- Born: Samuel Gordon Allen August 24, 1870 Warren, Pennsylvania, US
- Died: October 16, 1956 (aged 86) Pinehurst, North Carolina, US
- Burial place: Oakland Cemetery, Warren, Pennsylvania
- Occupation(s): Industrialist and lawyer
- Employers: Lima Locomotive Works; Combustion Engineering Company; American Arch Company; Franklin Railway Supply Company;

= Samuel G. Allen =

American industrialist (1870–1956)

Samuel Gordon Allen (August 24, 1870 – October 16, 1956) was an American lawyer, businessman, and industrialist who specialized in railroad supplies. He founded the Lima Locomotive Works, the Combustion Engineering Company, and the American Arch Company. Allen was also a dog breeder and judge.

== Early life ==
Allen was born in Warren, Pennsylvania on August 24, 1870. His parents were Marie (née Cook) and Orren Cartwright Allen. He attended public schools in Warren, followed by the Maryland Military and Naval Academy. He also graduated from the Pennsylvania State College where he was a member of Phi Gamma Delta fraternity.

After college, Allen studied law. He was admitted to the Pennsylvania Bar on August 24, 1891.

== Career ==
Allen practiced law with his brother, William Harrison Allen, in Warren for nine years, starting in 1891. On January 1, 1900, he began working in the railroad supply business. He worked for the Franklin Air Compressor Company in Franklin, Pennsylvania. In December 1901, he became the general manager of the Franklin Railway Supply Company, later called the Franklin-Balmar Corp. He became the company's vice president in 1902.

In March 1910, Allen co-founded the American Arch Company with Joel S. Coffin (president of the Franklin Railway Supply Company) and served as chairman of its board until 1949. In June 1910, Allen, Coffin, and George L. Borne formed the Locomotive Super-Heater Company, later called the Combustion Engineering Company.

In January 1916, Allen and Coffin purchased and reorganized the Lima Locomotive Works, later called the Baldwin-Lima-Hamilton Works.
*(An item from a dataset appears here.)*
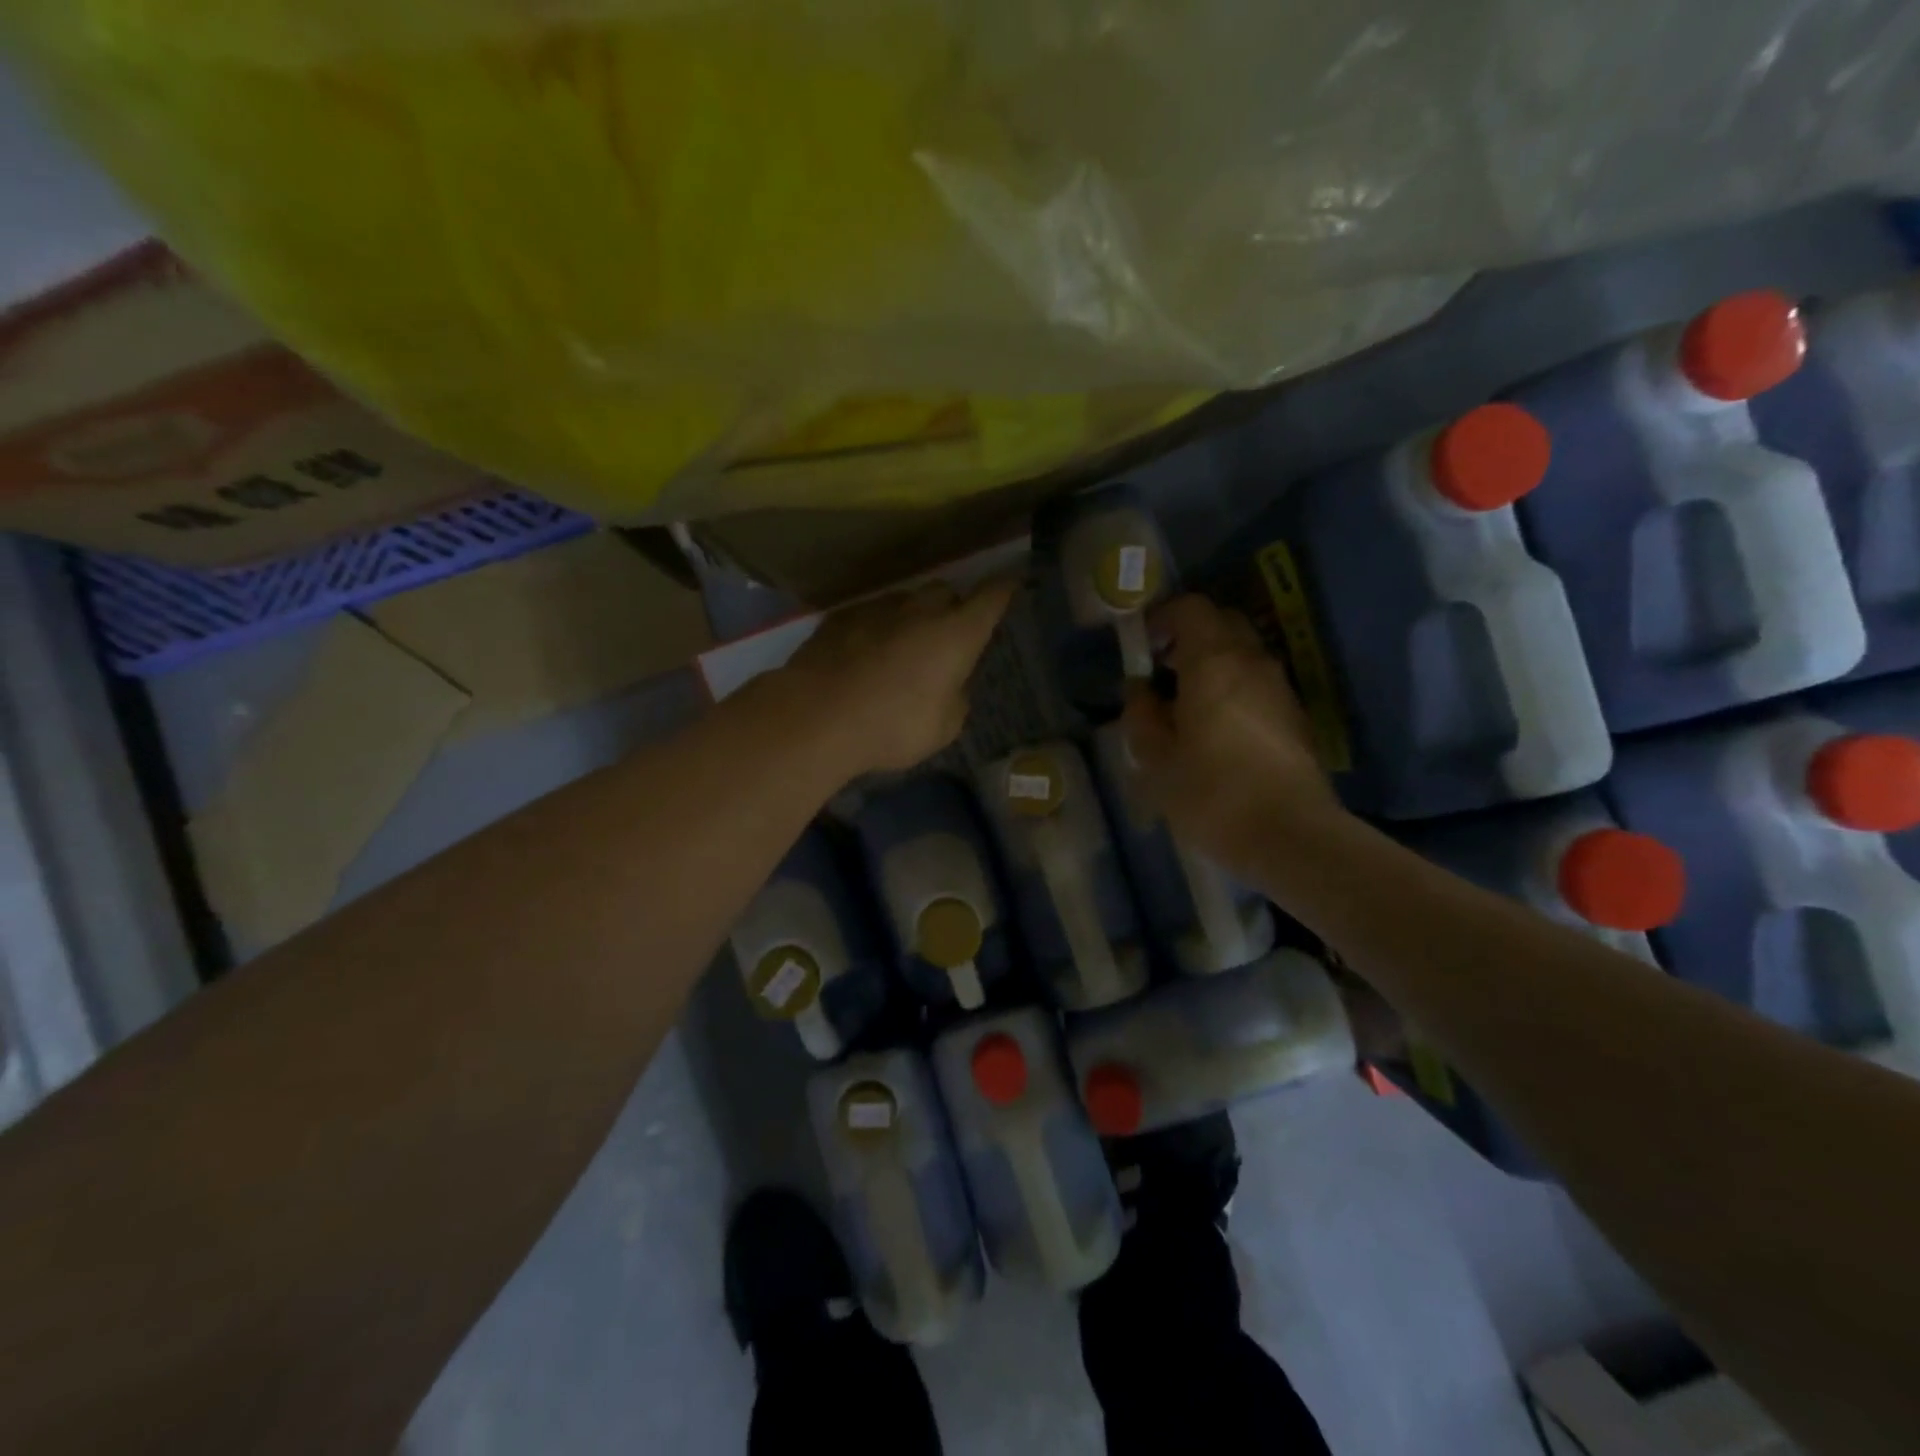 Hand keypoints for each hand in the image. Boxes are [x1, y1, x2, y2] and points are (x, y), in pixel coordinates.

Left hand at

Also in 1916, Allen replaced Coffin as president of the Franklin Railway Supply Company. During World War I, Allen served in the U.S. Army Ordinance Division as the assistance chief of the production division.
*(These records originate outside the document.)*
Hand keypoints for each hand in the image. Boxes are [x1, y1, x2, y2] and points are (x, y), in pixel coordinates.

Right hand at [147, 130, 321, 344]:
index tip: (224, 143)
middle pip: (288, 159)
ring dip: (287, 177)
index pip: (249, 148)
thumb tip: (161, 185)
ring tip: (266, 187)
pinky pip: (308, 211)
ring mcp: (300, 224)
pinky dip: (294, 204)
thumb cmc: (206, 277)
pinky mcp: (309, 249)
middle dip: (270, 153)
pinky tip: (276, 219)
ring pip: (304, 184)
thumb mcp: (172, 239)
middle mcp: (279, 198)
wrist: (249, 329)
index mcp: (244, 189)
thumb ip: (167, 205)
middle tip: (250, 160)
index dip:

Allen was chairman of the board of the Air Pre-Heater Corp., the Lima Locomotive Works, and the Combustion Engineering Company. He was also associated with the Baldwin Locomotive Works. He was a member of the executive committee of the Superheater Company and was a director of the Franklin Railway Supply Company, the American Brake Shoe and Foundry Company, and the Locomotive Feed Water Heater Company. At the time of his death, he was the honorary chairman of the Franklin-Balmar Corp.

== Personal life ==
Allen married Anna Lewis of Franklin, Pennsylvania on October 14, 1896. They had a daughter who died in April 1900 before her first birthday. They lived in Franklin from 1901 to 1908. After Anna died in October 1940, Allen married Emily Lee Myers of Franklin on January 12, 1946. They lived in Pinehurst, North Carolina and Rye, New York.

He was a director of the Pinehurst Religious Association, the Moore County Hospital, and The Forum in Pinehurst. He was a member of the board of trustees of the Stevens Institute of Technology from 1933 to 1935.

Allen was elected to The Pennsylvania Society in 1902. He belonged to the Lake Placid Club, the Seigniory Club, the Union League Club, and the Westchester County Club. He was a member and president of the Pinehurst Country Club. He belonged to the Military Order of the Loyal Legion of the United States.

Allen raised pointers and setters and was also a judge for pedigreed dog shows, including for the Westminster Kennel Club Dog Show. He also served on the field trial committee of the American Kennel Club.

Allen died of a heart attack at the age of 82 in Pinehurst on October 16, 1956. He was buried in the Oakland Cemetery in Warren, Pennsylvania. Allen left a bequest of $100,000 ($ in 2023 money) to both the Pinehurst Religious Association and the Moore County Hospital.